In ihrer Regierungszeit gelang es Herzogin Anna Amalia das wirtschaftlich angeschlagene Herzogtum zu stabilisieren. Außerdem legte sie die Grundlagen für die Entwicklung Weimars von einer eher unbedeutenden Residenzstadt hin zu einem führenden geistigen und kulturellen Zentrum. Als sie im Jahr 1775 im Alter von 36 Jahren die Regierungsgeschäfte für das nun weitestgehend schuldenfreie Herzogtum an Carl August abgab, schlug sie ein neues Lebenskapitel auf. Bis zu ihrem Tod 1807 förderte Herzogin Anna Amalia intensiv das geisteswissenschaftliche Leben.

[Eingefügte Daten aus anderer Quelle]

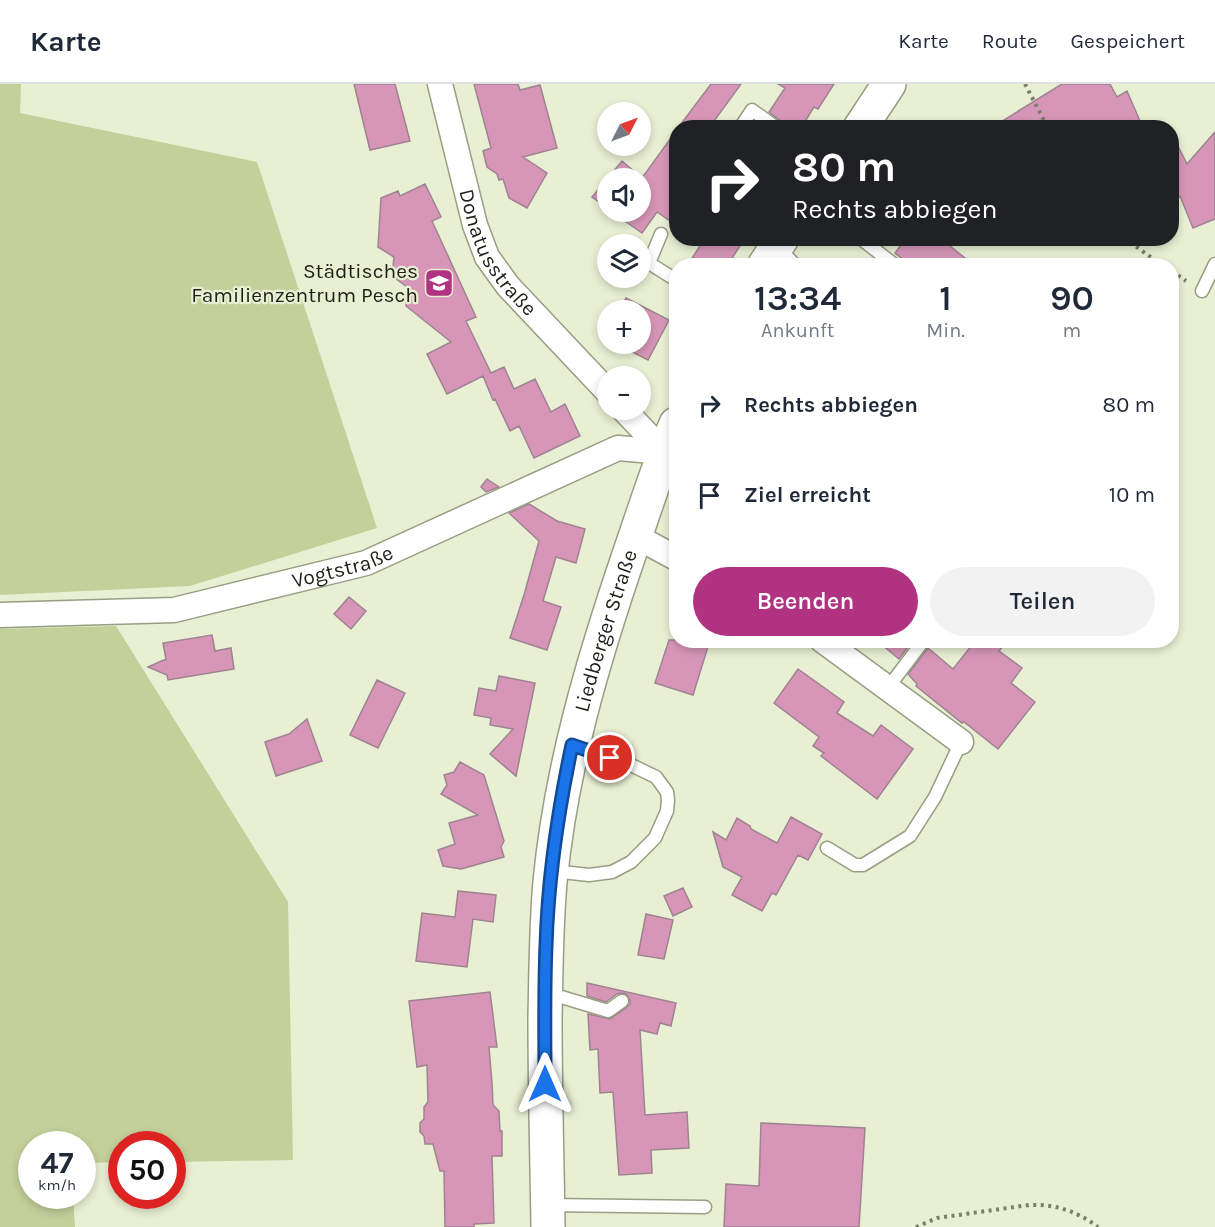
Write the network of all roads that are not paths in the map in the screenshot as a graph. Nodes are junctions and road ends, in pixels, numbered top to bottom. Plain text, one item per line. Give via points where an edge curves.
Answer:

Von ihrem Witwensitz aus, dem Wittumspalais, das heute wie auch die Bibliothek zur Klassik Stiftung Weimar gehört, organisierte die Herzogin das kulturelle Leben. Konzerte, Theater, Autorenlesungen, gesellige Zusammentreffen von Künstlern und Gelehrten und vieles mehr wurden hier und im wenige Kilometer entfernten malerisch gelegenen Landschloss Tiefurt veranstaltet. Geistesgrößen der deutschen Klassik wie Herder, Schiller, Goethe, Wieland gingen ein und aus. Beim Blick in das sogenannte Tafelrundenzimmer im Wittumspalais können sich Besucher vor ihrem geistigen Auge ausmalen, wie es gewesen sein muss, als Goethe im kleinen Kreise die ersten Verse aus dem „Urfaust“ vortrug. Die Mal-, Schreib- und Musikzimmer geben Einblick in Interessen, Kunstsinn und Kreativität der Hausherrin. Sie war als Malerin, Zeichnerin sowie Schriftstellerin tätig, vor allem aber eine beachtlich dilettierende Komponistin. Als die Fürstin und mehrsprachige Mäzenin am 10. April 1807 in Weimar starb wurde sie in der Stadtkirche St. Peter und Paul („Herderkirche“) beigesetzt.